- EXERCISE AIM -
For the listing below, show each line that includes the string "hidden".
═══ EXTRACTED MATERIAL
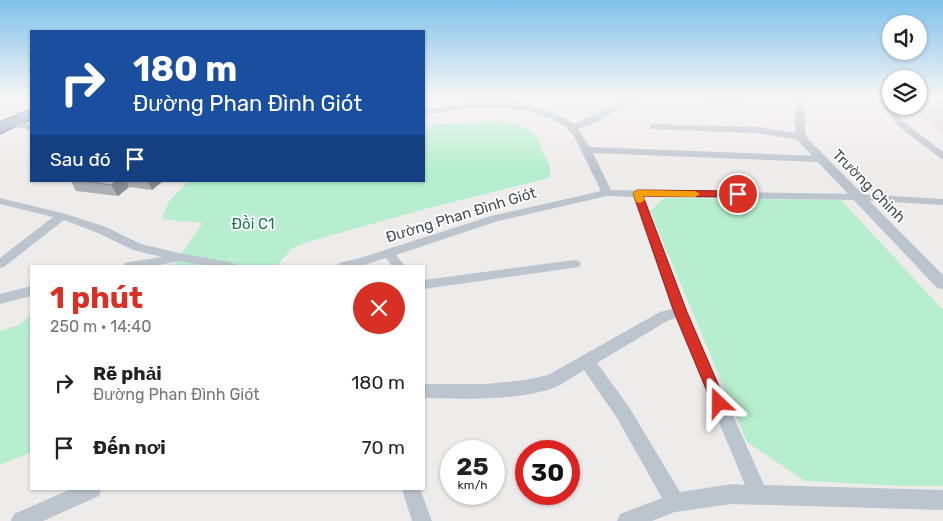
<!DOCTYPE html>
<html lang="vi">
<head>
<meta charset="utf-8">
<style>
  body { margin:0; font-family:Rubik,sans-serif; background:#f2f2f2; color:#222; height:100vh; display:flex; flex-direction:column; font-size:19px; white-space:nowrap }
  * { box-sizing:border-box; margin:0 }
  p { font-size:16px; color:#767676 }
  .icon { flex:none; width:28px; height:28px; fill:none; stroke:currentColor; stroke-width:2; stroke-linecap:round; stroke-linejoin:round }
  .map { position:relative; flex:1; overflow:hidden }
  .panel { position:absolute; left:30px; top:265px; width:395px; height:225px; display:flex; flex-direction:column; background:#fff; border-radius:0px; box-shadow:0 1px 4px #0004 }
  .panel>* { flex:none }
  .banner { position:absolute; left:30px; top:30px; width:395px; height:152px; border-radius:0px; box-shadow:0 1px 4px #0004; background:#1a4fa0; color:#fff; overflow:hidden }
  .buttons { position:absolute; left:882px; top:15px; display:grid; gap:10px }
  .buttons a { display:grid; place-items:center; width:45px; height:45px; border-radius:50%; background:#fff; box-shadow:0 1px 4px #0004; font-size:25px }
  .speed { position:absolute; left:440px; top:440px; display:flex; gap:10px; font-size:25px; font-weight:700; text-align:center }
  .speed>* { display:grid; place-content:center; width:65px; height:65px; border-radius:50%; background:#fff; box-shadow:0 1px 4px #0004; line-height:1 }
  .speed small { font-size:12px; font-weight:400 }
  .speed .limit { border:8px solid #d22; background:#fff; color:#111 }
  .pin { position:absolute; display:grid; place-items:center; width:42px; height:42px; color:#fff; margin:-21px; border:2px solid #fff; border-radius:50%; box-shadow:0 1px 5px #0007 }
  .me { position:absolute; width:55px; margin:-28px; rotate:337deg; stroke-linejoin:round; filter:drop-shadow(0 0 4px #0008) }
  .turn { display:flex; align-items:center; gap:18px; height:105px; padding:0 20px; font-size:22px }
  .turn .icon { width:65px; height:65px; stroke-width:2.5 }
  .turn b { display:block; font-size:35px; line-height:42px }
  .then { display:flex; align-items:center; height:48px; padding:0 20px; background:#0003; gap:10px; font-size:19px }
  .round { display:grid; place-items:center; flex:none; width:52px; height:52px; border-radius:26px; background:#f2f2f2 }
  .headline { display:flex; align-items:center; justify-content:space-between; height:85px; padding:0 20px }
  h1 { font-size:30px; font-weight:700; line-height:38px; color:#d93025 }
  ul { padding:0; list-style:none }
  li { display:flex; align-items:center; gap:15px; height:65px; padding:0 20px }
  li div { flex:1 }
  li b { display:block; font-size:19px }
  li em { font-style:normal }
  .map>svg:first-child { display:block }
  .education { fill:#dfdcdd }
  .green { fill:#b7eecf }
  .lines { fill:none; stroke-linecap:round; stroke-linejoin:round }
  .trunk-casing { stroke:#6d86a7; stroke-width:3 }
  .minor { fill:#bcc5ce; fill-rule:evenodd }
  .tertiary { fill:#bcc5ce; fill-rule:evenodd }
  .trunk { fill:#96aac4; fill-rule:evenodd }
  .wall { fill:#acaeb3 }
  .shaded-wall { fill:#8c8d92 }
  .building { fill:#c8cad0; stroke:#8c8d92 }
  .route { fill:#d93025; stroke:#8d1f18 }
  .slow { fill:#f59e0b }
  .labels { text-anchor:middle; stroke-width:4; stroke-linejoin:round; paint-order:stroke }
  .street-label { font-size:15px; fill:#444e58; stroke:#fff }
  .park-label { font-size:15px; fill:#15794b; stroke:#fff }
</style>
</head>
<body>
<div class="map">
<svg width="943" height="521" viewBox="0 0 943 521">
  <rect width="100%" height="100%" fill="#eeebeb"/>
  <path class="education" d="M919,98H943V133L909,106H919Z"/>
  <path class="green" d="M501,121C514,123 532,127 539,141C541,145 540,149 543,153C549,162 552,167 549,178L425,209L307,242L291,249L277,266H162L174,264L203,223L162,219L168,203L188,181H424V130L436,124Z
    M664,198L841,200L943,310V486H903L805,481L747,442L650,211Z
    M31,315V452L0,465V331L19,325Z"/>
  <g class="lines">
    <defs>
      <path id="trunk" d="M31,109V119L0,133V123Z"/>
    </defs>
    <use href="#trunk" class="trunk-casing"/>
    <path class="minor" d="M628,98H639L596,122L578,129L590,147L819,156L824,159L819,162L593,153L611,190L858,194L943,199V205L858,200L644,197L687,312L764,485L943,490V510L732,504L675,512L652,521H617L620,514L662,498L617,418L584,370C576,375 567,381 558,386C525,401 460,399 424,398V384H486L525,380L548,375L660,312L672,309L633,197L607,196L498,221L396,255L405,266H392L386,258L361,266H337L339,263L360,258L491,216L601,191L574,136L565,126L550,118L533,112L503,108H472L424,114V110C472,102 532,93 574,124ZM676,318L745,485L732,484L680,492L629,407L597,363L669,320Z
      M706,98H746L742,100H710Z
      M876,98H885L904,122L943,152V160L898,126Z
      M10,121L31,124V130L7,126V122Z
      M653,124L756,127L801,134L806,137L801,140L756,133L650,129V125Z
      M0,198L66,214L106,227L141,244L183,254L231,262L237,266H208L179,261L154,266H123L125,263L129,262L162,257L133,250L98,233L64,220L4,267L0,268V258L53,217L0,204Z
      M575,260L579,261L581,264L579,267L424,289V280Z
      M31,286V296L0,304V294Z
      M71,489H101L99,496L43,521H11L14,514Z
      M402,489H420L432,521H412Z"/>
    <path class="tertiary" d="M795,98H805V133L808,139L943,275V289L937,288L799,142L795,133Z"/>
    <use href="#trunk" class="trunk"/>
  </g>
  <path class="wall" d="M71,181H163L152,190L129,187L118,196L76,191Z"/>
  <path class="shaded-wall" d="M116,181H126L129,187L118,196L111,185Z
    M147,181H163L152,190Z"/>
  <path class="building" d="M87,181H116L111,185Z"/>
  <linearGradient id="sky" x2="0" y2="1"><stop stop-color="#7fc0ea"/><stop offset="0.57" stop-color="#f7f6f6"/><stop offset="1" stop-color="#f7f6f6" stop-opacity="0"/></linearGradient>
  <rect width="943" height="171" fill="url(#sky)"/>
  <path class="route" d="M637,190L738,191L742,194L738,197L643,196L687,312L726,403L724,408L719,410L714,408L674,312L633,193Z"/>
  <path class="slow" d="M637,190L695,191L700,194L695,197L643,196L645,200L640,203L636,202L633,193Z"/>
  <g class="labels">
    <g class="street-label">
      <text transform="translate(869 186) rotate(45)" y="5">Trường Chinh</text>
      <text transform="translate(461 215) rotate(-17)" y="5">Đường Phan Đình Giót</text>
    </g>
    <g class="park-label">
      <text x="253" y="229">Đồi C1</text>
    </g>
  </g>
</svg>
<div class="buttons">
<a><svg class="icon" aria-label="sound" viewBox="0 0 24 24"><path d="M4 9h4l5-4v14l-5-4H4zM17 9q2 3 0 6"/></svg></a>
<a><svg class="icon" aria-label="layers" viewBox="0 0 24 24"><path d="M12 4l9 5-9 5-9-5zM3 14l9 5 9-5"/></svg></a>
</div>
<div class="speed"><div>25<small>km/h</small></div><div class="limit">30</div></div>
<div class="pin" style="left:738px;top:194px;background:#d93025"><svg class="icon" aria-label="arrive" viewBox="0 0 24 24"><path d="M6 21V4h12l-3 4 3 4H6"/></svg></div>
<svg class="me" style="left:719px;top:403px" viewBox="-20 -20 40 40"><path d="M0-17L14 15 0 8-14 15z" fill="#d93025" stroke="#fff" stroke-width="4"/></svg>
<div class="banner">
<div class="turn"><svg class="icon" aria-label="right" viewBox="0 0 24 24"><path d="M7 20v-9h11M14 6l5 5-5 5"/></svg><div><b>180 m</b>Đường Phan Đình Giót</div></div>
<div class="then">Sau đó<svg class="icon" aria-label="arrive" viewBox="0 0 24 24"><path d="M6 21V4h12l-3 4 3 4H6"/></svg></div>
</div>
<section class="panel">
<div class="headline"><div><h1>1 phút</h1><p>250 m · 14:40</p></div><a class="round" style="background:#d93025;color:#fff"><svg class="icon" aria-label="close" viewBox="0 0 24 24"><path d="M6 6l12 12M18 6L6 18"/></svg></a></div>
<ul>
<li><svg class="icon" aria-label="right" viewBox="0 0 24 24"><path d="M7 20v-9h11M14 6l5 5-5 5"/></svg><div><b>Rẽ phải</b><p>Đường Phan Đình Giót</p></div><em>180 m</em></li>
<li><svg class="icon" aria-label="arrive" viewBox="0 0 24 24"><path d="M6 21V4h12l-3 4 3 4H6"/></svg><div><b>Đến nơi</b></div><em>70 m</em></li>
</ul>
</section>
</div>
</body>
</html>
══════
- FINISHED EXERCISE -
  .map { position:relative; flex:1; overflow:hidden }
  .banner { position:absolute; left:30px; top:30px; width:395px; height:152px; border-radius:0px; box-shadow:0 1px 4px #0004; background:#1a4fa0; color:#fff; overflow:hidden }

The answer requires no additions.